Should I validate on the setter?
If validating on the property setter is hurting your performance maybe you should only perform the validation when strictly necessary, like when persisting it in a database (something like a isValid
method). The downside of this approach is that you may have invalid objects lying around.
There is also a third school of thought here:
- Mutable objects that are never invalid (always validating on the setter, like your scenario)
- Mutable objects that can be in a invalid state (validating only when necessary, like I said above)
- Immutable objects that can't be invalid (if it is invalid you don't construct the object at all)
One downside with the first, the one that you are currently using, is that you might perform the validation when it's not necessary.
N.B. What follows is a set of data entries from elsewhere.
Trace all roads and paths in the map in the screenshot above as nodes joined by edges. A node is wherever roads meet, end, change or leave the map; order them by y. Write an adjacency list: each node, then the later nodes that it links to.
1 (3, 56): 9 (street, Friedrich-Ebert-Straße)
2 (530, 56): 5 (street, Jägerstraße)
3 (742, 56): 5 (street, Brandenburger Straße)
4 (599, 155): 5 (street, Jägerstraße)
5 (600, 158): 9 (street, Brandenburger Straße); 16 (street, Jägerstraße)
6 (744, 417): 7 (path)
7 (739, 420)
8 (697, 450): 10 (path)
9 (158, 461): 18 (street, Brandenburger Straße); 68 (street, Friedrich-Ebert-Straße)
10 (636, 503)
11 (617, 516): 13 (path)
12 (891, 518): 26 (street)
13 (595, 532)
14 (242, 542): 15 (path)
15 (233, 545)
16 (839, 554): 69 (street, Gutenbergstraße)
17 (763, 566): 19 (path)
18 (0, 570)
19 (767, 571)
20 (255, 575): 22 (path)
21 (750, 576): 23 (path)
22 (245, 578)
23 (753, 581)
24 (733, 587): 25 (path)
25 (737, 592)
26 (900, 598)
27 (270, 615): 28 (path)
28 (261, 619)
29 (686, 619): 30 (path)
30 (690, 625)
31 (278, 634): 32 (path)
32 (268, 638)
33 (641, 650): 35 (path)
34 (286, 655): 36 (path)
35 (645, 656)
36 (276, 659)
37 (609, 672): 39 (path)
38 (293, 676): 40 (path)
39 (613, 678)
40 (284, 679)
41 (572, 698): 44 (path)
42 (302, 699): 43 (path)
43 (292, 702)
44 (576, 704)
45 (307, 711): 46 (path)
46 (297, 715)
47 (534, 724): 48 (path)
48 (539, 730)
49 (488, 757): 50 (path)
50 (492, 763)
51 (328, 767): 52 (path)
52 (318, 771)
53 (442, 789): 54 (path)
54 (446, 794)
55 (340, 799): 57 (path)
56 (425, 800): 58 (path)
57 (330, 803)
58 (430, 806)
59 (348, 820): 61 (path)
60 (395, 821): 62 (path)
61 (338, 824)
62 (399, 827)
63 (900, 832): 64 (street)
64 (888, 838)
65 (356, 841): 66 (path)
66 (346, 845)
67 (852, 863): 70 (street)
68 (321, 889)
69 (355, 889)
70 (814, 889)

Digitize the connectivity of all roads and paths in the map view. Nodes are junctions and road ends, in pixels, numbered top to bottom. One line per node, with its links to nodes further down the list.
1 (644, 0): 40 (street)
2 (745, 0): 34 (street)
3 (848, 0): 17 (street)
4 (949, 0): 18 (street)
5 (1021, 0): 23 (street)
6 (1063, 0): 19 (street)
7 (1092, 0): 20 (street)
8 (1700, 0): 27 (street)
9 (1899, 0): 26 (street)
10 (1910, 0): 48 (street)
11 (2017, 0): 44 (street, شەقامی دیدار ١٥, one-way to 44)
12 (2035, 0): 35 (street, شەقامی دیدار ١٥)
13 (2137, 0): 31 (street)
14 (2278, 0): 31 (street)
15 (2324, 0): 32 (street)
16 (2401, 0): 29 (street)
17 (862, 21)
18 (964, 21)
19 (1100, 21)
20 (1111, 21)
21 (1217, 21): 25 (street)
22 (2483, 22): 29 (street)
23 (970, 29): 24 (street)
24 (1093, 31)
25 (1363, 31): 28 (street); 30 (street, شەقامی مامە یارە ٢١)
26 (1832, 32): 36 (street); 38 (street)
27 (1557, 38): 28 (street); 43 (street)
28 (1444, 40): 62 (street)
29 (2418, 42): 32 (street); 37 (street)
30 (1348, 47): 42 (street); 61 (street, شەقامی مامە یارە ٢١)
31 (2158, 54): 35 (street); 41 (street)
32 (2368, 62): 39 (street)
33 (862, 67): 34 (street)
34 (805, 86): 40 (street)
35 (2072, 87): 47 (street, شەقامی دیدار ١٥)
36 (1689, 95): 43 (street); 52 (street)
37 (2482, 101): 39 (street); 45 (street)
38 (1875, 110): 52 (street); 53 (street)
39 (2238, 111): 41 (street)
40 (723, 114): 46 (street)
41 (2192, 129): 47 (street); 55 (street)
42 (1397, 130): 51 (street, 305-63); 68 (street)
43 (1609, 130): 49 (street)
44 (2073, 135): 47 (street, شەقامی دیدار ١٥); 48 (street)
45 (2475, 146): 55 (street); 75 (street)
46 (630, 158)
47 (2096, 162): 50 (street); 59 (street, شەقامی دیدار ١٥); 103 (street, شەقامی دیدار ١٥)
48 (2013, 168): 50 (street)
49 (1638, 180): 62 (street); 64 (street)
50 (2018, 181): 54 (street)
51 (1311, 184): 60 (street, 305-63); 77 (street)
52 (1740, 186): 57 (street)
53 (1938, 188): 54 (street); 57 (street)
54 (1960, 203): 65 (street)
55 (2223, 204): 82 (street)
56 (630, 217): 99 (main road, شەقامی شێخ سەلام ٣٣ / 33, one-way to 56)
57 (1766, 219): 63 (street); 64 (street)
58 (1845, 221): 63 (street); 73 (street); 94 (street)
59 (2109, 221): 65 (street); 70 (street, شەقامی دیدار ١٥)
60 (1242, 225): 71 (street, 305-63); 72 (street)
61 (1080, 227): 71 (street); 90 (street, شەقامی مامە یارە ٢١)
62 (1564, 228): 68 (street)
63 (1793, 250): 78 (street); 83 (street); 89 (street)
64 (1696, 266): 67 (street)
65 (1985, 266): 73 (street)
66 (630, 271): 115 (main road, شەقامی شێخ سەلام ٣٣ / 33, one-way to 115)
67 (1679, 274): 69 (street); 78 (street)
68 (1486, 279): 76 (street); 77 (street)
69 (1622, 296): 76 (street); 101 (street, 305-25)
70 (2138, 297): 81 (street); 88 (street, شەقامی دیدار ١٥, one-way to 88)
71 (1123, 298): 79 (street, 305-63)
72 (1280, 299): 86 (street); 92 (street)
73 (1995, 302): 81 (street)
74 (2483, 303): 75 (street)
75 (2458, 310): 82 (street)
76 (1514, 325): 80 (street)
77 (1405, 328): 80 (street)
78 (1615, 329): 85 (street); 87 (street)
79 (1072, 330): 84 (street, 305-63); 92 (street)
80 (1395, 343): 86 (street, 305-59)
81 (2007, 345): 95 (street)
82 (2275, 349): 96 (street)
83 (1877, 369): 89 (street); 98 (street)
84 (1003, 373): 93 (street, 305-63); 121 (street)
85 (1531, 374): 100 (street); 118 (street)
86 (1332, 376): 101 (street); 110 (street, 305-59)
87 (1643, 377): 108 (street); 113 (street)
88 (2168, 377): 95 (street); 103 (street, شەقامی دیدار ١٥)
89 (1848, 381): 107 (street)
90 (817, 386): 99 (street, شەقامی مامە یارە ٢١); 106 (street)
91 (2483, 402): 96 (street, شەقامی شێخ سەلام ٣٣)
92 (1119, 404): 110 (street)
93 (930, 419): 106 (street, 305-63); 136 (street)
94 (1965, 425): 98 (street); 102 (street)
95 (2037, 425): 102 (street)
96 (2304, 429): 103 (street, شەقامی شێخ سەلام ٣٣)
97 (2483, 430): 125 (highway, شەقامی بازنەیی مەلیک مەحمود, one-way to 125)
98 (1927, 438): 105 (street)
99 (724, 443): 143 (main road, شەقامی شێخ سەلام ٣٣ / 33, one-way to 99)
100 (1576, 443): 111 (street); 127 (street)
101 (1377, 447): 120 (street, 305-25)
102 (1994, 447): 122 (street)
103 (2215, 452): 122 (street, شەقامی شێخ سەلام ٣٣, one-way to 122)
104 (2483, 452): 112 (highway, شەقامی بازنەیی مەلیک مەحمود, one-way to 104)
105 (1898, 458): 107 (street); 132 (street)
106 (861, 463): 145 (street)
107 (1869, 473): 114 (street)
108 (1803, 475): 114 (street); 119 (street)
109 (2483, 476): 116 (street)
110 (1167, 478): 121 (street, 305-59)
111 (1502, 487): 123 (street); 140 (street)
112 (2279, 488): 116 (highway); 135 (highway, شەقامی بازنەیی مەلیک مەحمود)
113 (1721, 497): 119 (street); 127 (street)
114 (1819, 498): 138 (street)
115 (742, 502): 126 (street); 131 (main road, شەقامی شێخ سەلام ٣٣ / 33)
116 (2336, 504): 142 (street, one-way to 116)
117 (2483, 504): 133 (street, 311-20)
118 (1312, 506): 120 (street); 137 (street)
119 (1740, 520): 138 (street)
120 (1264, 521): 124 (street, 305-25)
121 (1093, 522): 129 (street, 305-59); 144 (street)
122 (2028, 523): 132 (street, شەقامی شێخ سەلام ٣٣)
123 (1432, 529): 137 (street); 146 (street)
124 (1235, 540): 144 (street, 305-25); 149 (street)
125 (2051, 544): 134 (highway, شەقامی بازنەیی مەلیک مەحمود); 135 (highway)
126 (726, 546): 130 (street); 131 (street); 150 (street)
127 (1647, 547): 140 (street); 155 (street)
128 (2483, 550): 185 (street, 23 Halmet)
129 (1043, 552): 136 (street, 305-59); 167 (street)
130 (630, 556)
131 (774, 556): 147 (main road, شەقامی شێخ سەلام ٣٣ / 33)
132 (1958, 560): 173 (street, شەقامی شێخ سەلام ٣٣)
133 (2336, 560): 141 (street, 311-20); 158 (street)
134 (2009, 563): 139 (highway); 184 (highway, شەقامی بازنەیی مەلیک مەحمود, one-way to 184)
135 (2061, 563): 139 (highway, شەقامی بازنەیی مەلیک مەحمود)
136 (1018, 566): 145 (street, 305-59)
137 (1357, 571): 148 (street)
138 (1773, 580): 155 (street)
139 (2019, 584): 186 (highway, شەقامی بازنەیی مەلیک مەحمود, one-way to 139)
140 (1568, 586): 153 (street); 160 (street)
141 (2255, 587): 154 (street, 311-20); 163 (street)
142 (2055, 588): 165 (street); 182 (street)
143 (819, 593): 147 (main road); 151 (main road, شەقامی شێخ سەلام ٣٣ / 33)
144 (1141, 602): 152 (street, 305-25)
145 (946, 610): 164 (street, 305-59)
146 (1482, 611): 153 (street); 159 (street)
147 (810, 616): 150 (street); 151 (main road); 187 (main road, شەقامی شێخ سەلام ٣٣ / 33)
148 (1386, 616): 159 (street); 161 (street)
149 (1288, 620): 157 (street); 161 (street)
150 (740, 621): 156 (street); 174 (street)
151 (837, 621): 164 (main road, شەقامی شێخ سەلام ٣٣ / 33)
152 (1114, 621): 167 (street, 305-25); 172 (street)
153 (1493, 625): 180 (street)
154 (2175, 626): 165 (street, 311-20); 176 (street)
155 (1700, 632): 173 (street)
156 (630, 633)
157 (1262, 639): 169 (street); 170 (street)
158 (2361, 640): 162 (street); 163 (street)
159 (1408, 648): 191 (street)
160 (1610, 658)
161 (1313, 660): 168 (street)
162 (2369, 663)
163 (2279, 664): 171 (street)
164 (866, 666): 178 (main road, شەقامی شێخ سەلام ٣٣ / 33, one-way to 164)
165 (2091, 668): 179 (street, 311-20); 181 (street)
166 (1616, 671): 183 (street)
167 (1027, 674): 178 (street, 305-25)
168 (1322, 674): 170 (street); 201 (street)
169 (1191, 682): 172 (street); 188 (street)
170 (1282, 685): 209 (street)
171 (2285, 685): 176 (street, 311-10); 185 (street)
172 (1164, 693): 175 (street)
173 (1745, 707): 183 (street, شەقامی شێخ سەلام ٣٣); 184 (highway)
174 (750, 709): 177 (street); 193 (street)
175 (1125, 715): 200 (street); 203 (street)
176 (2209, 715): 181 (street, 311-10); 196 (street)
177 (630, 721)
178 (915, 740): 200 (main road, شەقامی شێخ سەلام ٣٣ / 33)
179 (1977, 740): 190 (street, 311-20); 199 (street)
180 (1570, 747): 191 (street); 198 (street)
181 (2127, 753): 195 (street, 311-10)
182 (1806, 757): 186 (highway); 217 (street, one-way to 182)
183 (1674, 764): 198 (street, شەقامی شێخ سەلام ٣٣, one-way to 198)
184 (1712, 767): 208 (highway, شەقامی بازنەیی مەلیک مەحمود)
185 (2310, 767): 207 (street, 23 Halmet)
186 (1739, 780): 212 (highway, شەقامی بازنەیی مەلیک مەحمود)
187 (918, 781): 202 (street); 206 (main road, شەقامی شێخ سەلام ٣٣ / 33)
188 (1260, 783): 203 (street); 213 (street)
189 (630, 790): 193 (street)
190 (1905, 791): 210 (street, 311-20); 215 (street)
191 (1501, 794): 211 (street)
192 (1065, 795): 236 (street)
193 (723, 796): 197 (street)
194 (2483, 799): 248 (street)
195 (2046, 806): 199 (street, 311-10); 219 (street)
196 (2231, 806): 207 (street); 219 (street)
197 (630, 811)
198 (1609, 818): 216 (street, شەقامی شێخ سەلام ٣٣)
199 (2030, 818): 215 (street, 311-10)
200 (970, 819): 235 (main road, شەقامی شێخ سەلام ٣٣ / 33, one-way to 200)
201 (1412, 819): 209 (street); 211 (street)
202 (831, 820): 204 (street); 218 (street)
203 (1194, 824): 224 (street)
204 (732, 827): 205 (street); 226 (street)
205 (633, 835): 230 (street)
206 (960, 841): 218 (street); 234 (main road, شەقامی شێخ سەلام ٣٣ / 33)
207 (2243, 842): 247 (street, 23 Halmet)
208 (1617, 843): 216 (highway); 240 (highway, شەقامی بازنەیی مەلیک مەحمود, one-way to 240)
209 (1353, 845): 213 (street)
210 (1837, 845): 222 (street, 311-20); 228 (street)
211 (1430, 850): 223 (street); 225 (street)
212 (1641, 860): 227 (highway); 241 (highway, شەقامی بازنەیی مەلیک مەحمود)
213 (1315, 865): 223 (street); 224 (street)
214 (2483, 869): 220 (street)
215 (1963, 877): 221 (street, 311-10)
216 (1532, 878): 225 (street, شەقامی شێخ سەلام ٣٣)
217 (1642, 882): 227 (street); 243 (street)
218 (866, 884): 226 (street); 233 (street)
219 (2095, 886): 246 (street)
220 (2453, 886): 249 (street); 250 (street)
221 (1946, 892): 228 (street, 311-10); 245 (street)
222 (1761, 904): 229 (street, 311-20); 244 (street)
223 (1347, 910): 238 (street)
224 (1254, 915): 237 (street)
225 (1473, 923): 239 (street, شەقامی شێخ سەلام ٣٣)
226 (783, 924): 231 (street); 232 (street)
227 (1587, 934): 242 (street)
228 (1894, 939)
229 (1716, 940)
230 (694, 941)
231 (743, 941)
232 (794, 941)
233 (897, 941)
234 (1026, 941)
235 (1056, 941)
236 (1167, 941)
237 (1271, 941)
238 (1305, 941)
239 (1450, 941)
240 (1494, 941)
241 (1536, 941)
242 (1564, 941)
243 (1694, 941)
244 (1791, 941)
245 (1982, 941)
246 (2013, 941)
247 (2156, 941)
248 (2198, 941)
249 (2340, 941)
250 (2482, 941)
They all have pros and cons, which one to pick depends a lot of your scenario and your (colleagues) programming background.
Should the validation be performed on the object itself at all?
This is one is even more debatable. Separating the data from the business logic is often referred as anemic domain model. A famous objector of anemic domain model is Martin Fowler, which in this particular subject I disagree with him, but that's ok, it's my opnion :)
I'm simplifying way too much here but the main difference between letting your domain anemic and not is that one is more compliant with pure theoretical OOP and, at first, requires less effort to design and maintain; the other does better separation of concerns and it's way better when dealing with concurrency (since the objects are stateless).
This topic is a great food for thought. I suggest you to leaving everything as it is if you are on a more problem-solving scenario; big changes on the status quo might not be healthy if the time isn't right.
P.S.
Being specific to your ORM, depending on the language or framework you are using, your ORM may find a way to serialize/deserialize without using getters or setters.